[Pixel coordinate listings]
──────
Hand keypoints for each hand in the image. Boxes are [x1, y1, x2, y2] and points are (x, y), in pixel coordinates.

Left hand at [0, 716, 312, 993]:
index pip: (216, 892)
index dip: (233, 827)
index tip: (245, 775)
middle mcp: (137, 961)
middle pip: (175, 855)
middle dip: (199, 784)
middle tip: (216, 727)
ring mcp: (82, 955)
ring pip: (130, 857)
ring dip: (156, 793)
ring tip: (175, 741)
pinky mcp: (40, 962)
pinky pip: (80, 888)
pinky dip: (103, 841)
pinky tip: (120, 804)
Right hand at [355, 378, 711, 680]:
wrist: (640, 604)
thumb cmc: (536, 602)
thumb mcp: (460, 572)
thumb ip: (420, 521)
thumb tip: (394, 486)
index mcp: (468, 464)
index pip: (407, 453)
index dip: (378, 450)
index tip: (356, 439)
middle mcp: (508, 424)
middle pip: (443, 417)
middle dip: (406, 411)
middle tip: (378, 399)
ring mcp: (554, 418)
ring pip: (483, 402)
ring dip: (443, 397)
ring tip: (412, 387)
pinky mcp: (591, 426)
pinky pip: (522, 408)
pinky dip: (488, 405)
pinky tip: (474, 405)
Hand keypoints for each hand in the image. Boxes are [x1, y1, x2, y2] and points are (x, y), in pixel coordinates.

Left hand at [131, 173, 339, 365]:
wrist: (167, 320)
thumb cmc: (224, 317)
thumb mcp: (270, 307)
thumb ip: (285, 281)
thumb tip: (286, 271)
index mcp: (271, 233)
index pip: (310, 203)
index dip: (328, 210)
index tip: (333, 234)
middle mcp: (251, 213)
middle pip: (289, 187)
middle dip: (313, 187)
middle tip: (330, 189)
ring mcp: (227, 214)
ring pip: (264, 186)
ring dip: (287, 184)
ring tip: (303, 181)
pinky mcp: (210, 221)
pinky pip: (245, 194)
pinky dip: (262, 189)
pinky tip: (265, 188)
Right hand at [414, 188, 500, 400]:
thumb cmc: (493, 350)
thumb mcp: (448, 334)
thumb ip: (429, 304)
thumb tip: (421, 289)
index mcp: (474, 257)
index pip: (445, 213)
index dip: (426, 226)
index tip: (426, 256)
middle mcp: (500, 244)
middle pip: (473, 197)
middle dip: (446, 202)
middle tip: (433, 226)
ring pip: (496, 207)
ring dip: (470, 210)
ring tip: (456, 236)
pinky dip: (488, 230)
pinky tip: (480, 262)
──────
Return all the data above once more, precisely as given.

Hand keypoints for each hand in the image. Boxes are [x1, y1, x2, y2] and points are (x, y), in pixel coordinates.

Left hand at [0, 716, 312, 993]:
index pip: (216, 892)
index dip: (233, 827)
index tip: (245, 775)
middle mcp: (137, 961)
middle pip: (175, 855)
middle dip: (199, 784)
middle tip: (216, 727)
ring mcp: (82, 955)
ring pip: (130, 857)
ring dip: (156, 793)
ring tip: (175, 741)
pinky mcp: (40, 962)
pinky pip: (80, 888)
pinky dip: (103, 841)
pinky tip: (120, 804)
Right hand at [355, 378, 711, 680]:
wrist: (640, 604)
thumb cmc: (536, 602)
thumb mcp: (460, 572)
thumb ip: (420, 521)
thumb tip: (394, 486)
index mcp: (468, 464)
index pip: (407, 453)
index dip: (378, 450)
index tip: (356, 439)
middle mcp: (508, 424)
middle pip: (443, 417)
middle dip: (406, 411)
middle tip: (378, 399)
ring mcp: (554, 418)
ring pip: (483, 402)
ring dip: (443, 397)
ring tip: (412, 387)
pinky mcp: (591, 426)
pinky pip: (522, 408)
pinky dip: (488, 405)
pinky tip: (474, 405)
Hand keypoints for each hand in the image. Boxes are [x1, y1, x2, y2] and points are (x, y), in pixel coordinates.

Left hand at [131, 173, 339, 365]:
wrist: (167, 320)
thumb cmc: (224, 317)
thumb mcp: (270, 307)
thumb ip: (285, 281)
thumb tip: (286, 271)
index mcp: (271, 233)
index pip: (310, 203)
index dip: (328, 210)
index tip: (333, 234)
middle mcp: (251, 213)
middle pip: (289, 187)
middle dip: (313, 187)
middle tip: (330, 189)
ring mcp: (227, 214)
ring pip: (264, 186)
ring dip: (287, 184)
ring tip: (303, 181)
pinky mcp: (210, 221)
pinky pip: (245, 194)
pinky dip: (262, 189)
pinky tip: (265, 188)
Right hand at [414, 188, 500, 400]:
thumb cmc: (493, 350)
thumb mcp: (448, 334)
thumb ip: (429, 304)
thumb tip: (421, 289)
index mcp: (474, 257)
index pip: (445, 213)
index dip: (426, 226)
index tip: (426, 256)
middle mcp: (500, 244)
middle pip: (473, 197)
middle dip: (446, 202)
middle tip: (433, 226)
ring pip: (496, 207)
ring dip: (470, 210)
ring tip: (456, 236)
pinky dip: (488, 230)
pinky tip: (480, 262)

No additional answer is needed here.